| Task requirements |
Return each line below exactly as it reads, and omit any image in it.
-------- Input
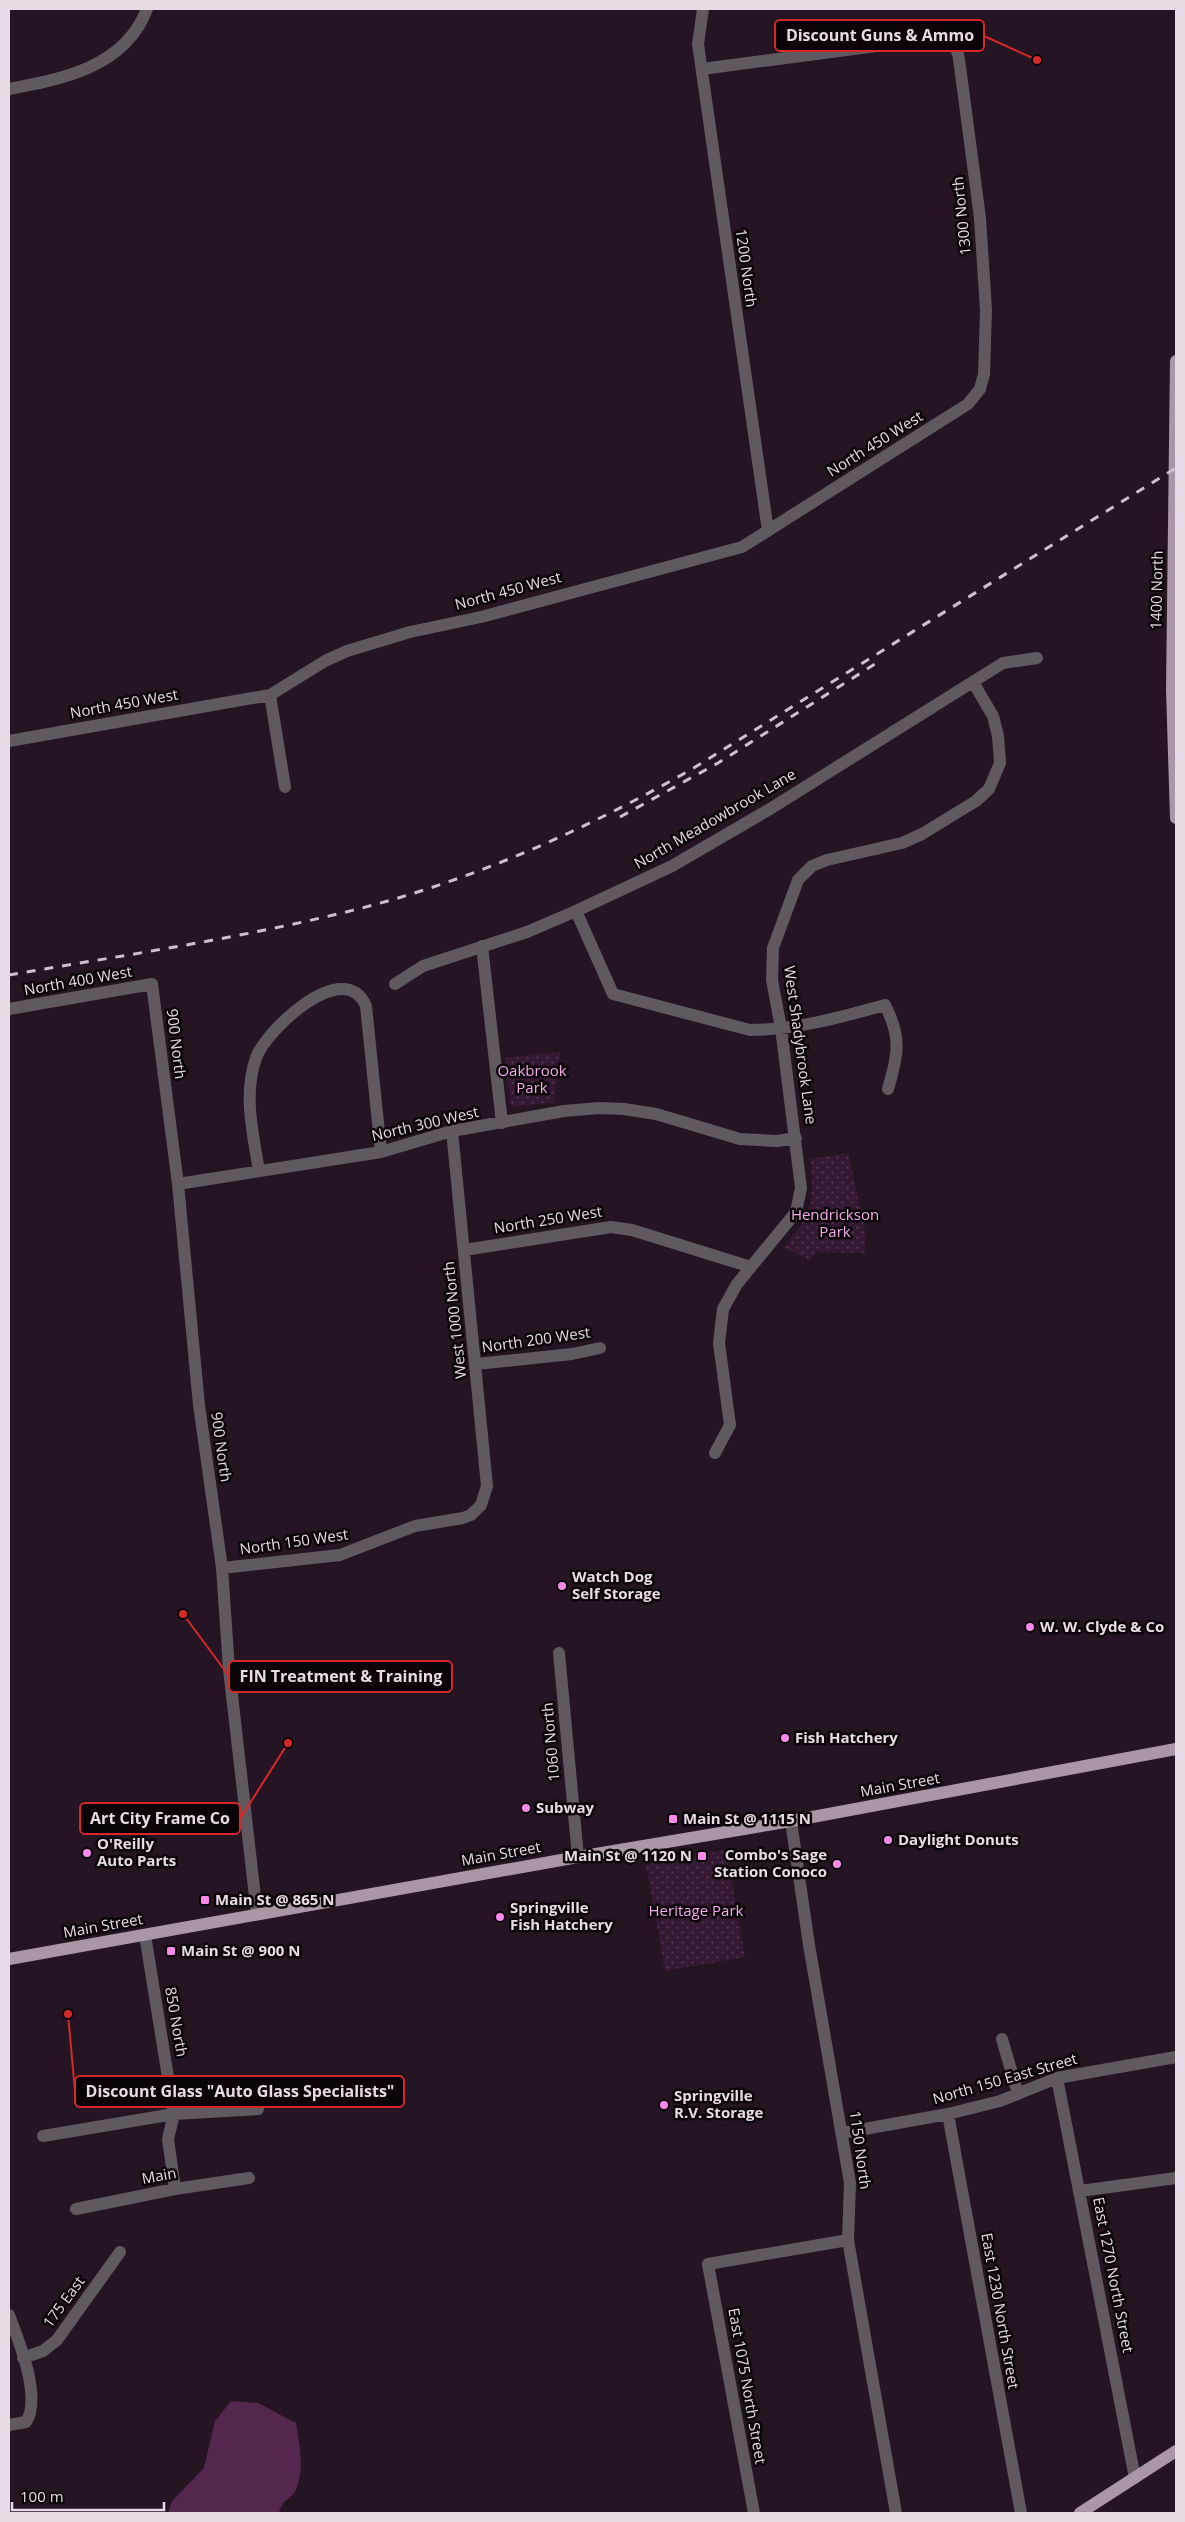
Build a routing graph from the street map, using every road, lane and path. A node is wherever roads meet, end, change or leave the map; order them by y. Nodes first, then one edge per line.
1 (147, 9) edge
2 (703, 9) edge
3 (702, 69) junction
4 (9, 89) edge
5 (1176, 361) edge
6 (980, 389) joint
7 (1175, 433) edge
8 (768, 531) junction
9 (1037, 658) dead end
10 (973, 682) junction
11 (270, 695) junction
12 (9, 741) edge
13 (285, 787) dead end
14 (1176, 818) edge
15 (576, 911) junction
16 (482, 946) junction
17 (152, 984) joint
18 (395, 984) dead end
19 (9, 1009) edge
20 (781, 1028) junction
21 (888, 1089) dead end
22 (502, 1123) junction
23 (452, 1131) junction
24 (796, 1138) junction
25 (381, 1152) junction
26 (259, 1171) junction
27 (178, 1184) junction
28 (464, 1250) junction
29 (751, 1268) junction
30 (600, 1348) dead end
31 (476, 1364) junction
32 (715, 1453) dead end
33 (481, 1504) joint
34 (222, 1568) junction
35 (559, 1653) dead end
36 (1176, 1749) edge
37 (791, 1821) junction
38 (578, 1857) junction
39 (257, 1914) junction
40 (145, 1935) junction
41 (9, 1959) edge
42 (1002, 2039) dead end
43 (1176, 2057) edge
44 (1057, 2078) junction
45 (1018, 2094) junction
46 (258, 2109) dead end
47 (174, 2114) junction
48 (948, 2114) junction
49 (842, 2133) junction
50 (43, 2136) dead end
51 (249, 2178) dead end
52 (1176, 2178) edge
53 (175, 2189) junction
54 (1080, 2191) junction
55 (76, 2209) dead end
56 (848, 2240) junction
57 (120, 2252) dead end
58 (9, 2315) edge
59 (23, 2358) junction
60 (9, 2426) edge
61 (1176, 2452) edge
62 (1135, 2478) junction
63 (754, 2513) edge
64 (896, 2513) edge
65 (1021, 2513) edge
66 (1080, 2513) edge

1 - 4 street
2 - 3 street, 1200 North
3 - 6 street, 1300 North
3 - 8 street, 1200 North
5 - 7 main road, 1400 North
6 - 8 street, North 450 West
7 - 14 main road, 1400 North
8 - 11 street, North 450 West
9 - 10 street, North Meadowbrook Lane
10 - 15 street, North Meadowbrook Lane
10 - 20 street, West Shadybrook Lane
11 - 12 street, North 450 West
11 - 13 street
15 - 16 street, North Meadowbrook Lane
15 - 20 street
16 - 18 street, North Meadowbrook Lane
16 - 22 street
17 - 19 street, North 400 West
17 - 27 street, 900 North
20 - 21 street
20 - 24 street, West Shadybrook Lane
22 - 23 street, North 300 West
22 - 24 street, North 300 West
23 - 25 street, North 300 West
23 - 28 street, West 1000 North
24 - 29 street, West Shadybrook Lane
25 - 26 street, North 300 West
25 - 26 street
26 - 27 street, North 300 West
27 - 34 street, 900 North
28 - 29 street, North 250 West
28 - 31 street, West 1000 North
29 - 32 street, West Shadybrook Lane
30 - 31 street, North 200 West
31 - 33 street, West 1000 North
33 - 34 street, North 150 West
34 - 39 street, 900 North
35 - 38 street, 1060 North
36 - 37 main road, Main Street
37 - 38 main road, Main Street
37 - 49 street, 1150 North
38 - 39 main road, Main Street
39 - 40 main road, Main Street
40 - 41 main road, Main Street
40 - 47 street, 850 North
42 - 45 street
43 - 44 street, North 150 East Street
44 - 45 street, North 150 East Street
44 - 54 street, East 1270 North Street
45 - 48 street, North 150 East Street
46 - 47 street
47 - 50 street
47 - 53 street
48 - 49 street, North 150 East Street
48 - 65 street, East 1230 North Street
49 - 56 street, 1150 North
51 - 53 street, Main
52 - 54 street
53 - 55 street, Main
54 - 62 street, East 1270 North Street
56 - 63 street, East 1075 North Street
56 - 64 street, 1150 North
57 - 59 street, 175 East
58 - 59 street
59 - 60 street
61 - 62 main road
62 - 66 main road

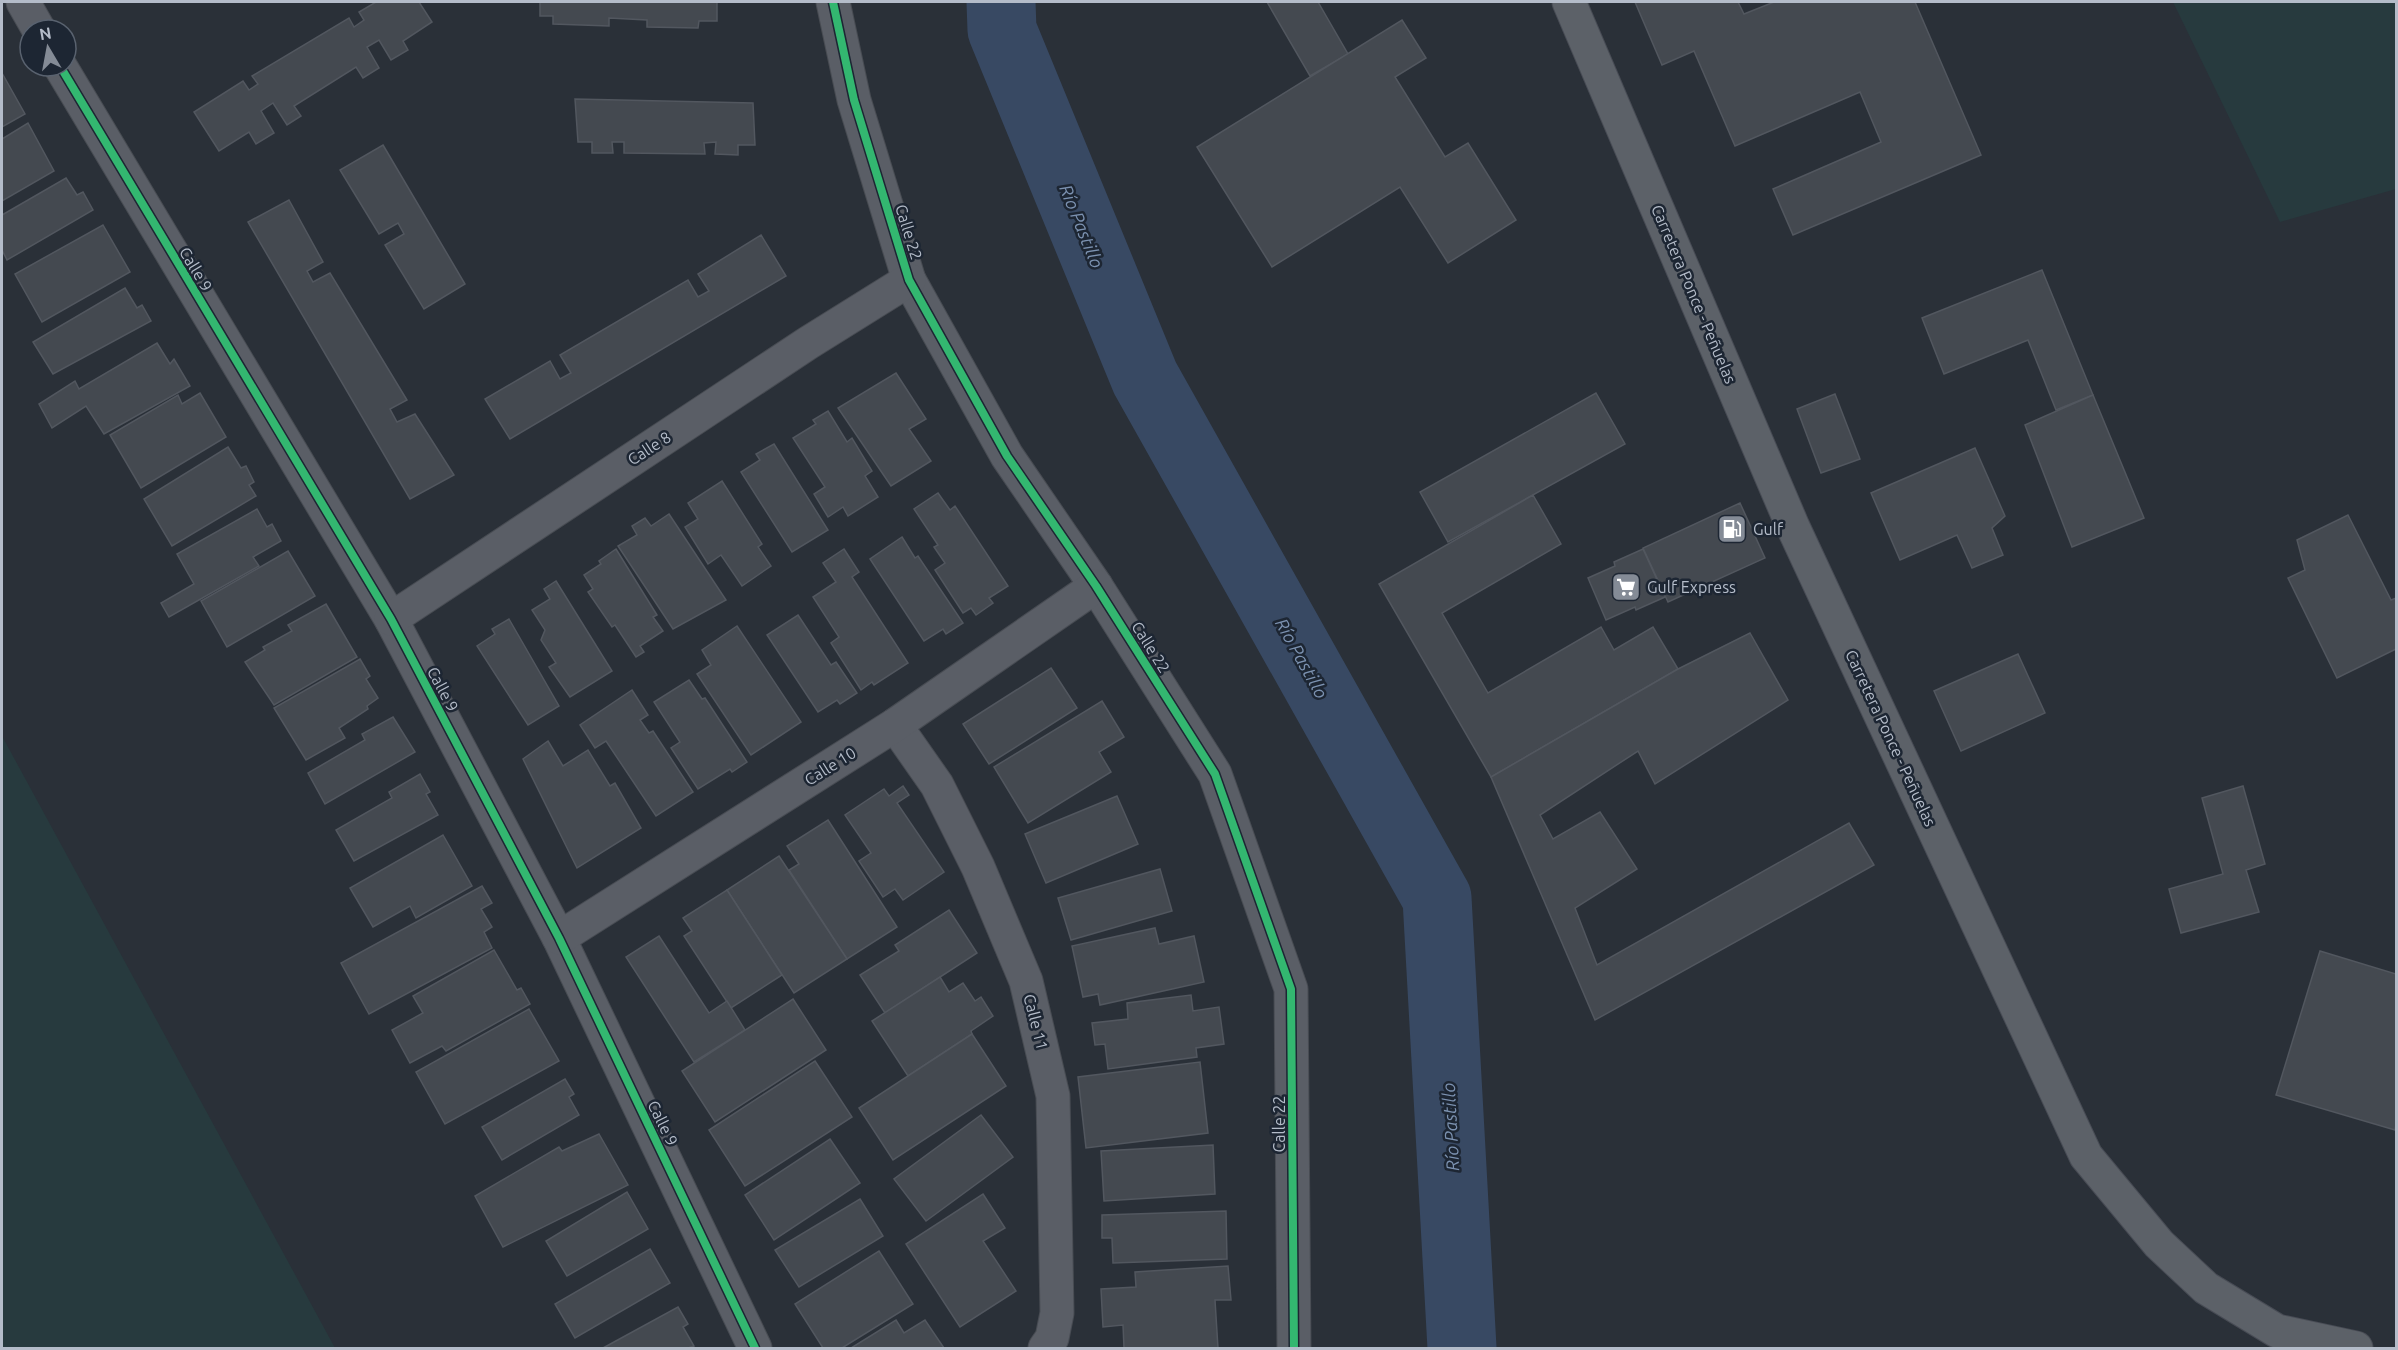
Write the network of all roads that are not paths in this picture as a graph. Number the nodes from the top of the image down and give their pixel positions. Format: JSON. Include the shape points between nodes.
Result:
{"nodes":[{"id":1,"x":22,"y":2,"type":"edge"},
{"id":2,"x":833,"y":2,"type":"edge"},
{"id":3,"x":1569,"y":2,"type":"edge"},
{"id":4,"x":32,"y":18,"type":"edge"},
{"id":5,"x":67,"y":78,"type":"edge"},
{"id":6,"x":909,"y":280,"type":"junction"},
{"id":7,"x":1096,"y":586,"type":"junction"},
{"id":8,"x":390,"y":619,"type":"junction"},
{"id":9,"x":896,"y":725,"type":"junction"},
{"id":10,"x":559,"y":938,"type":"junction"},
{"id":11,"x":756,"y":1348,"type":"edge"},
{"id":12,"x":1045,"y":1348,"type":"edge"},
{"id":13,"x":1294,"y":1348,"type":"edge"},
{"id":14,"x":2356,"y":1348,"type":"edge"}],
"edges":[{"from":1,"to":4,"type":"street"},
{"from":2,"to":6,"type":"street","name":"Calle 22","via":[[854,100]]},
{"from":3,"to":14,"type":"main road","name":"Carretera Ponce - Peñuelas","via":[[1793,526],[2086,1156],[2158,1244],[2206,1288],[2277,1331]]},
{"from":5,"to":8,"type":"street","name":"Calle 9"},
{"from":6,"to":7,"type":"street","name":"Calle 22","via":[[1007,456]]},
{"from":6,"to":8,"type":"street","name":"Calle 8"},
{"from":7,"to":9,"type":"street","name":"Calle 10"},
{"from":7,"to":13,"type":"street","name":"Calle 22","via":[[1215,774],[1292,989]]},
{"from":8,"to":10,"type":"street","name":"Calle 9"},
{"from":9,"to":10,"type":"street","name":"Calle 10"},
{"from":9,"to":12,"type":"street","name":"Calle 11","via":[[937,785],[978,867],[1026,981],[1051,1084],[1057,1313],[1052,1338]]},
{"from":10,"to":11,"type":"street","name":"Calle 9"}]}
----------------
| Problem solution |
Build a routing graph from the street map, using every road, lane and path. A node is wherever roads meet, end, change or leave the map; order them by y. Nodes first, then one edge per line.
1 (147, 9) edge
2 (703, 9) edge
3 (702, 69) junction
4 (9, 89) edge
5 (1176, 361) edge
6 (980, 389) joint
7 (1175, 433) edge
8 (768, 531) junction
9 (1037, 658) dead end
10 (973, 682) junction
11 (270, 695) junction
12 (9, 741) edge
13 (285, 787) dead end
14 (1176, 818) edge
15 (576, 911) junction
16 (482, 946) junction
17 (152, 984) joint
18 (395, 984) dead end
19 (9, 1009) edge
20 (781, 1028) junction
21 (888, 1089) dead end
22 (502, 1123) junction
23 (452, 1131) junction
24 (796, 1138) junction
25 (381, 1152) junction
26 (259, 1171) junction
27 (178, 1184) junction
28 (464, 1250) junction
29 (751, 1268) junction
30 (600, 1348) dead end
31 (476, 1364) junction
32 (715, 1453) dead end
33 (481, 1504) joint
34 (222, 1568) junction
35 (559, 1653) dead end
36 (1176, 1749) edge
37 (791, 1821) junction
38 (578, 1857) junction
39 (257, 1914) junction
40 (145, 1935) junction
41 (9, 1959) edge
42 (1002, 2039) dead end
43 (1176, 2057) edge
44 (1057, 2078) junction
45 (1018, 2094) junction
46 (258, 2109) dead end
47 (174, 2114) junction
48 (948, 2114) junction
49 (842, 2133) junction
50 (43, 2136) dead end
51 (249, 2178) dead end
52 (1176, 2178) edge
53 (175, 2189) junction
54 (1080, 2191) junction
55 (76, 2209) dead end
56 (848, 2240) junction
57 (120, 2252) dead end
58 (9, 2315) edge
59 (23, 2358) junction
60 (9, 2426) edge
61 (1176, 2452) edge
62 (1135, 2478) junction
63 (754, 2513) edge
64 (896, 2513) edge
65 (1021, 2513) edge
66 (1080, 2513) edge

1 - 4 street
2 - 3 street, 1200 North
3 - 6 street, 1300 North
3 - 8 street, 1200 North
5 - 7 main road, 1400 North
6 - 8 street, North 450 West
7 - 14 main road, 1400 North
8 - 11 street, North 450 West
9 - 10 street, North Meadowbrook Lane
10 - 15 street, North Meadowbrook Lane
10 - 20 street, West Shadybrook Lane
11 - 12 street, North 450 West
11 - 13 street
15 - 16 street, North Meadowbrook Lane
15 - 20 street
16 - 18 street, North Meadowbrook Lane
16 - 22 street
17 - 19 street, North 400 West
17 - 27 street, 900 North
20 - 21 street
20 - 24 street, West Shadybrook Lane
22 - 23 street, North 300 West
22 - 24 street, North 300 West
23 - 25 street, North 300 West
23 - 28 street, West 1000 North
24 - 29 street, West Shadybrook Lane
25 - 26 street, North 300 West
25 - 26 street
26 - 27 street, North 300 West
27 - 34 street, 900 North
28 - 29 street, North 250 West
28 - 31 street, West 1000 North
29 - 32 street, West Shadybrook Lane
30 - 31 street, North 200 West
31 - 33 street, West 1000 North
33 - 34 street, North 150 West
34 - 39 street, 900 North
35 - 38 street, 1060 North
36 - 37 main road, Main Street
37 - 38 main road, Main Street
37 - 49 street, 1150 North
38 - 39 main road, Main Street
39 - 40 main road, Main Street
40 - 41 main road, Main Street
40 - 47 street, 850 North
42 - 45 street
43 - 44 street, North 150 East Street
44 - 45 street, North 150 East Street
44 - 54 street, East 1270 North Street
45 - 48 street, North 150 East Street
46 - 47 street
47 - 50 street
47 - 53 street
48 - 49 street, North 150 East Street
48 - 65 street, East 1230 North Street
49 - 56 street, 1150 North
51 - 53 street, Main
52 - 54 street
53 - 55 street, Main
54 - 62 street, East 1270 North Street
56 - 63 street, East 1075 North Street
56 - 64 street, 1150 North
57 - 59 street, 175 East
58 - 59 street
59 - 60 street
61 - 62 main road
62 - 66 main road

Write the network of all roads that are not paths in this picture as a graph. Number the nodes from the top of the image down and give their pixel positions. Format: JSON. Include the shape points between nodes.
Result:
{"nodes":[{"id":1,"x":22,"y":2,"type":"edge"},
{"id":2,"x":833,"y":2,"type":"edge"},
{"id":3,"x":1569,"y":2,"type":"edge"},
{"id":4,"x":32,"y":18,"type":"edge"},
{"id":5,"x":67,"y":78,"type":"edge"},
{"id":6,"x":909,"y":280,"type":"junction"},
{"id":7,"x":1096,"y":586,"type":"junction"},
{"id":8,"x":390,"y":619,"type":"junction"},
{"id":9,"x":896,"y":725,"type":"junction"},
{"id":10,"x":559,"y":938,"type":"junction"},
{"id":11,"x":756,"y":1348,"type":"edge"},
{"id":12,"x":1045,"y":1348,"type":"edge"},
{"id":13,"x":1294,"y":1348,"type":"edge"},
{"id":14,"x":2356,"y":1348,"type":"edge"}],
"edges":[{"from":1,"to":4,"type":"street"},
{"from":2,"to":6,"type":"street","name":"Calle 22","via":[[854,100]]},
{"from":3,"to":14,"type":"main road","name":"Carretera Ponce - Peñuelas","via":[[1793,526],[2086,1156],[2158,1244],[2206,1288],[2277,1331]]},
{"from":5,"to":8,"type":"street","name":"Calle 9"},
{"from":6,"to":7,"type":"street","name":"Calle 22","via":[[1007,456]]},
{"from":6,"to":8,"type":"street","name":"Calle 8"},
{"from":7,"to":9,"type":"street","name":"Calle 10"},
{"from":7,"to":13,"type":"street","name":"Calle 22","via":[[1215,774],[1292,989]]},
{"from":8,"to":10,"type":"street","name":"Calle 9"},
{"from":9,"to":10,"type":"street","name":"Calle 10"},
{"from":9,"to":12,"type":"street","name":"Calle 11","via":[[937,785],[978,867],[1026,981],[1051,1084],[1057,1313],[1052,1338]]},
{"from":10,"to":11,"type":"street","name":"Calle 9"}]}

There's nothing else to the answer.